While the idea of having a central bank like the Federal Reserve boost asset prices to create an economic recovery may seem clever and admirable, it is terribly misguided because asset booms driven by central bank intervention are overwhelmingly likely to be unsustainable bubbles rather than genuine booms. Central bank-driven booms are very similar to sugar highs or highs from hard drugs – a crash is inevitable once the substance wears off. When central banks interfere in markets, they create mass distortions and false signals that trick investors into believing that the boom is legitimate, even though it’s not.

The chart below shows the Fed Funds Rate, which is the interest rate that the Fed raises and lowers in order to steer the economy. When the Fed holds rates at very low levels (which keeps borrowing costs in the economy low), dangerous bubbles form in asset prices and the overall economy. When the Fed ultimately raises rates, the bubble pops, which results in stock bear markets and recessions.
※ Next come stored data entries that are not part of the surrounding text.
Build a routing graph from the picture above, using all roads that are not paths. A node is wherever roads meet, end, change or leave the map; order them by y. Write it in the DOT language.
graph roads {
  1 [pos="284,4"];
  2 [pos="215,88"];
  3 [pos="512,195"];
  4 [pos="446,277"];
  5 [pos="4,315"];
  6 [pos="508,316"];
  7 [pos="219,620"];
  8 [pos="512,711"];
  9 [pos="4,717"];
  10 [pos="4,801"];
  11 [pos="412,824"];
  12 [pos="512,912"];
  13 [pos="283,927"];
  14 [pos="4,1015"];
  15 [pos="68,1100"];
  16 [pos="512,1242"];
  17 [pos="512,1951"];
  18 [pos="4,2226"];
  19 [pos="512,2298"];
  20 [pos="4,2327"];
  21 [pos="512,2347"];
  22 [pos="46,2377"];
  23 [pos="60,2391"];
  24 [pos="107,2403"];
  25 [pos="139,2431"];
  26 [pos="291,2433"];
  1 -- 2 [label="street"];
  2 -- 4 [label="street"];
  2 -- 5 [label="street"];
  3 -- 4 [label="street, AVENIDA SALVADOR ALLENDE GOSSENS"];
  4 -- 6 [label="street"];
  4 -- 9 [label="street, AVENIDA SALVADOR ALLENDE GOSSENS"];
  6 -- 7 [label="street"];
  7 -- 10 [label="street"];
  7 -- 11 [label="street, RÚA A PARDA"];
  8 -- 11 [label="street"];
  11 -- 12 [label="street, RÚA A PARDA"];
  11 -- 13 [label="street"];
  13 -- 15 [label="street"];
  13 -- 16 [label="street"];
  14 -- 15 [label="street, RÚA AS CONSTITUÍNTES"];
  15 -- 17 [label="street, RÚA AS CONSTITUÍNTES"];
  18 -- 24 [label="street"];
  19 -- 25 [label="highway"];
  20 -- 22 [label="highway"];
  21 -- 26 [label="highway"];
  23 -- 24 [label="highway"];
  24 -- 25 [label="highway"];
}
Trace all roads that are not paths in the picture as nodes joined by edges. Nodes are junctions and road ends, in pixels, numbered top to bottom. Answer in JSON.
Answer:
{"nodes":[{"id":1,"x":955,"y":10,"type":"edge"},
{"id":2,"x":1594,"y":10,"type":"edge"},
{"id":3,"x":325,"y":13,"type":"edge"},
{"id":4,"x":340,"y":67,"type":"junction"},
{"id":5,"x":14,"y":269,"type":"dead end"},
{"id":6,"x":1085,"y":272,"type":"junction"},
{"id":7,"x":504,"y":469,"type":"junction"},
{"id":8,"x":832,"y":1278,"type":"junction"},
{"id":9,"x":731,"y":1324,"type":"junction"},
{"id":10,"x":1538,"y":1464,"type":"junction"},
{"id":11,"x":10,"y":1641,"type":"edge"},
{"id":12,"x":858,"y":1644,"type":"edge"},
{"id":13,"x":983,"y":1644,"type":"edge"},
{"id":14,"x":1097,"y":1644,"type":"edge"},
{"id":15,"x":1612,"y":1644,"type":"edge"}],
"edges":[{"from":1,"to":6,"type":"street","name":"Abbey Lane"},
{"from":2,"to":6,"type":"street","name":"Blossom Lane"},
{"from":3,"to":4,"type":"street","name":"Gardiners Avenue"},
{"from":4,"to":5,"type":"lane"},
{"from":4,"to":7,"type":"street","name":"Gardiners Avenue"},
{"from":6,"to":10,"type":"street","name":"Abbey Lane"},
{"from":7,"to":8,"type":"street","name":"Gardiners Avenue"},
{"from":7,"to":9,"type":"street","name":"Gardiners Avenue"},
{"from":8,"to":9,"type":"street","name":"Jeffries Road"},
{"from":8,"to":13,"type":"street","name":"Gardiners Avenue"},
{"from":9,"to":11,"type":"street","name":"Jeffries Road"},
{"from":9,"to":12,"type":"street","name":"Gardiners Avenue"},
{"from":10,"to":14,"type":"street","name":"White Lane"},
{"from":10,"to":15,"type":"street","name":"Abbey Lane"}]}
The dot-com and housing bubbles formed during periods of low interest rates and popped when interest rates were raised.

What is terrifying is the fact that interest rates have remained at record low levels for a record length of time since the financial crisis, which means that the current market distortion and coming crisis will be even more extreme than the last two. Remember how extreme the current household wealth bubble looked in the two charts shown earlier in this piece? Well, that is certainly no coincidence: it is a direct result of the extremely loose monetary conditions over the last decade.